▶ **Input data**
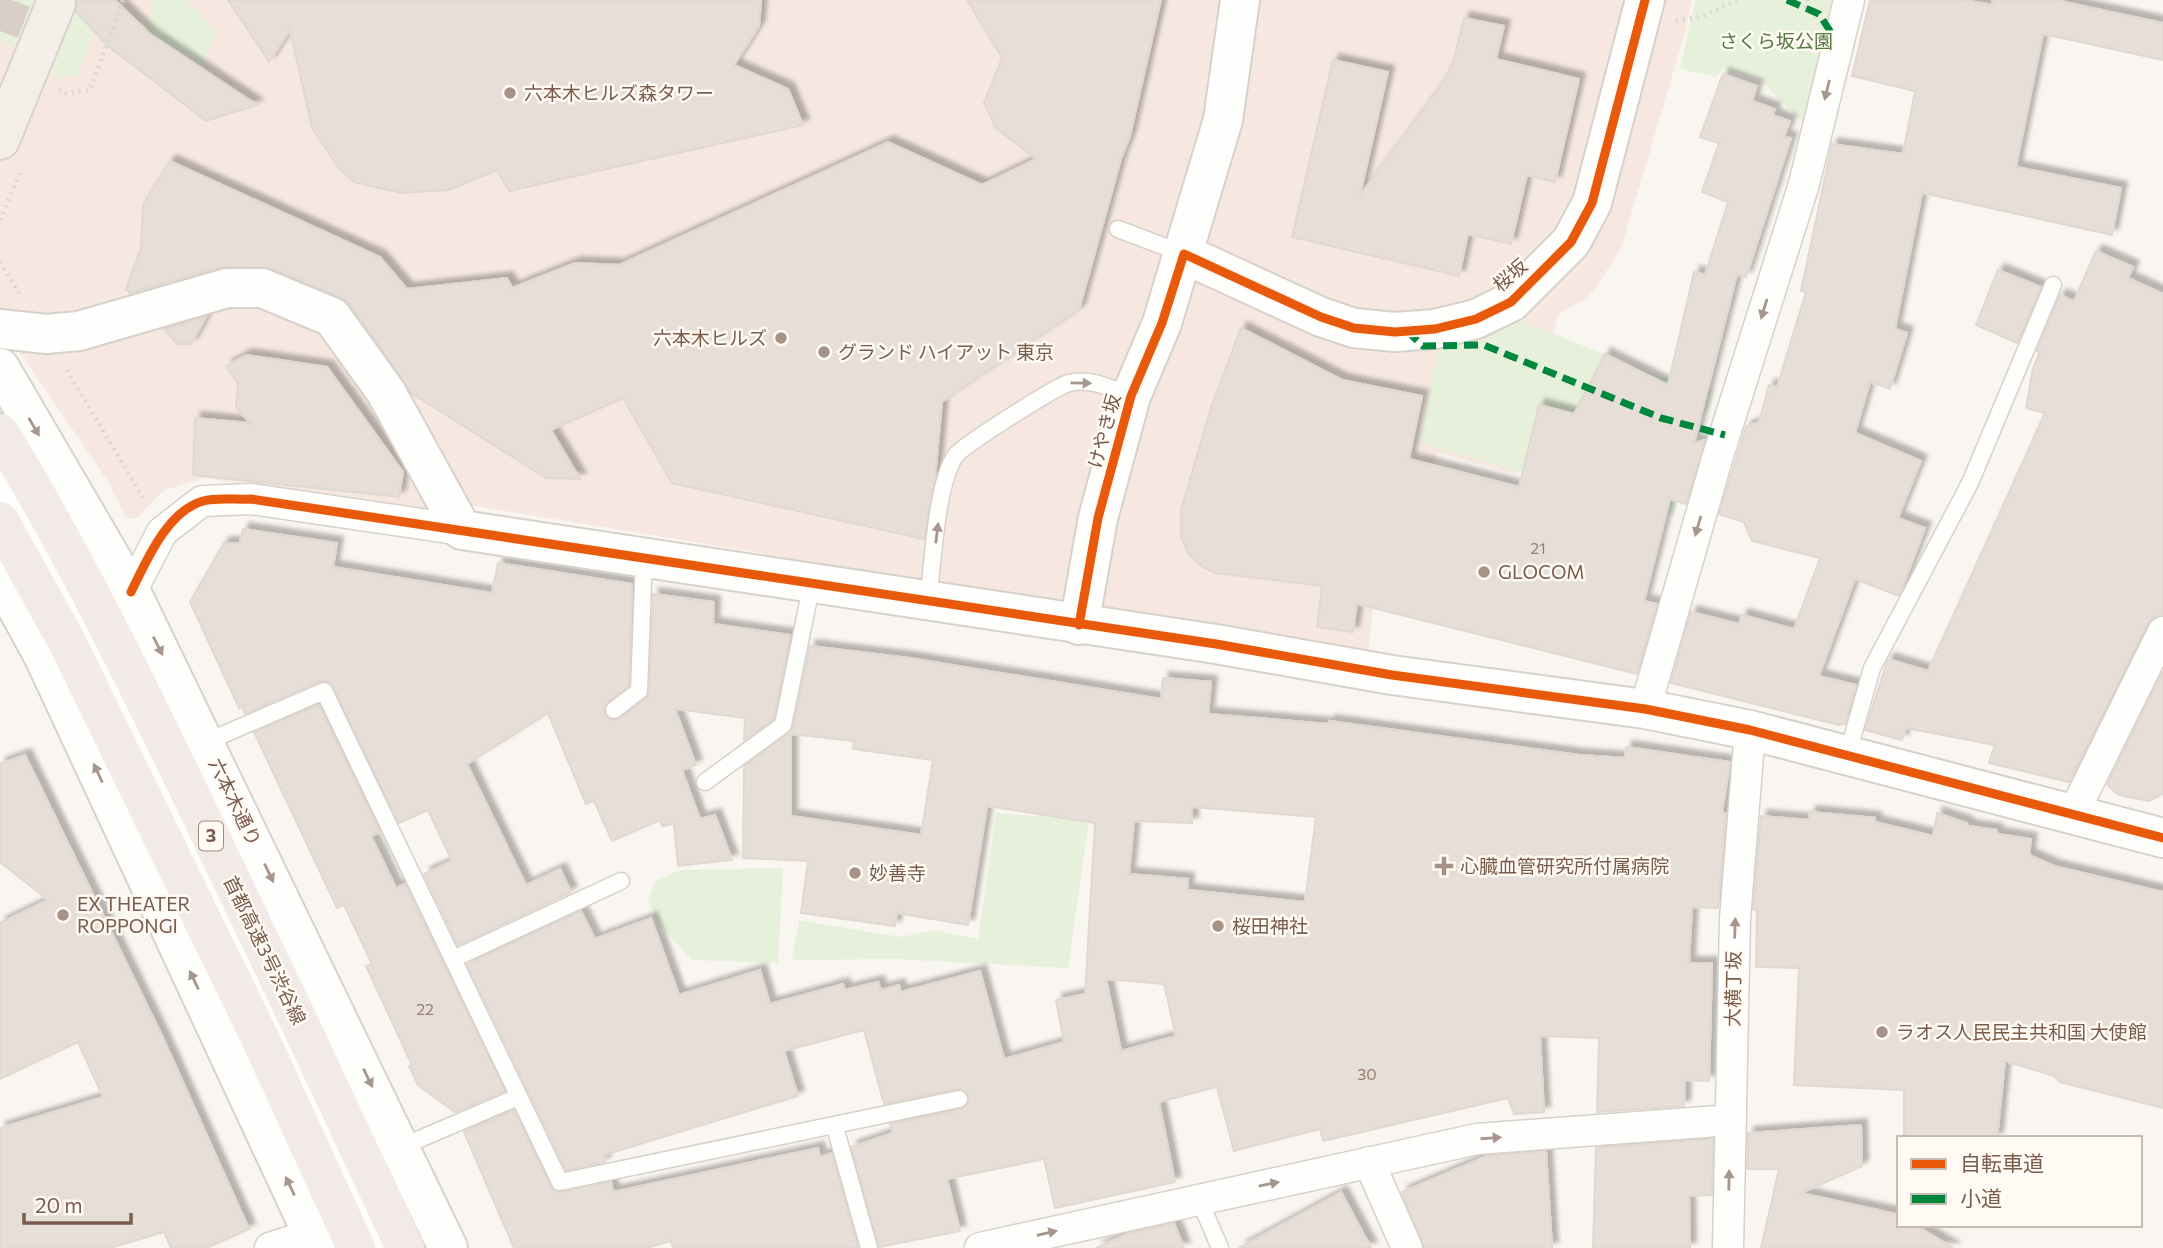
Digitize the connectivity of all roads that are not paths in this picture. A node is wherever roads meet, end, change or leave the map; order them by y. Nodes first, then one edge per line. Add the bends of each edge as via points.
1 (1240, 0) edge
2 (1849, 0) edge
3 (49, 2) edge
4 (1642, 13) edge
5 (0, 102) edge
6 (0, 140) edge
7 (1118, 229) dead end
8 (1184, 254) junction
9 (2053, 285) dead end
10 (12, 315) edge
11 (0, 368) edge
12 (1131, 396) junction
13 (0, 433) edge
14 (0, 480) edge
15 (0, 521) edge
16 (462, 530) junction
17 (644, 557) junction
18 (2, 582) edge
19 (812, 583) junction
20 (131, 592) junction
21 (928, 601) junction
22 (1080, 625) junction
23 (2163, 632) edge
24 (1645, 709) junction
25 (614, 710) dead end
26 (1750, 730) junction
27 (206, 742) junction
28 (1847, 756) junction
29 (705, 782) dead end
30 (2073, 814) junction
31 (2163, 838) edge
32 (621, 881) dead end
33 (453, 959) junction
34 (518, 1097) junction
35 (959, 1099) dead end
36 (1731, 1120) junction
37 (835, 1127) junction
38 (401, 1147) junction
39 (1369, 1162) junction
40 (1199, 1199) junction
41 (316, 1241) edge
42 (270, 1248) edge
43 (356, 1248) edge
44 (381, 1248) edge
45 (405, 1248) edge
46 (448, 1248) edge
47 (869, 1248) edge
48 (980, 1248) edge
49 (1220, 1248) edge
50 (1407, 1248) edge
51 (1728, 1248) edge

1 - 8 street, けやき坂 via 1223,120
2 -> 24 street via 1804,184 1717,458
3 - 5 street
3 - 6 main road
4 - 8 street, 桜坂 via 1592,203 1572,242 1511,302 1476,319 1435,328 1395,332 1354,328
7 - 8 lane
8 - 12 street, けやき坂
9 - 28 lane via 1970,483 1872,668
10 - 16 street via 70,346 227,288 262,288 332,317 386,393
11 -> 20 street, 六本木通り
21 -> 12 lane via 942,490 957,454 1048,392 1069,383 1097,384
12 - 22 street, けやき坂 via 1098,518
13 - 45 highway, 首都高速3号渋谷線 / 3 via 106,619
14 - 44 street via 82,621
15 - 43 highway, 3 via 72,652 259,1036
16 - 17 street
16 - 20 street via 251,499 202,501 162,532
17 - 19 street
17 - 25 lane via 639,691
41 -> 18 street via 44,657
19 - 21 street
19 - 29 lane via 783,725
20 -> 27 street, 六本木通り
21 - 22 street
22 - 24 street via 1392,675
23 - 30 street
24 - 26 street
26 - 28 street
36 -> 26 street, 大横丁坂 via 1735,919
27 - 33 lane via 324,691
27 -> 38 street, 六本木通り
28 - 30 street
30 - 31 street
32 - 33 lane
33 - 34 lane
34 - 37 lane via 560,1182
34 - 38 lane
35 - 37 lane
39 -> 36 street via 1477,1139
51 -> 36 street, 大横丁坂
37 - 47 lane
38 - 46 street, 六本木通り
40 -> 39 street
39 - 50 street
48 -> 40 street
40 - 49 lane
41 - 42 street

▶ **What you should do**
Write out every line from the entries where "dead" appears.

▶ **Answer below**
7 (1118, 229) dead end
9 (2053, 285) dead end
25 (614, 710) dead end
29 (705, 782) dead end
32 (621, 881) dead end
35 (959, 1099) dead end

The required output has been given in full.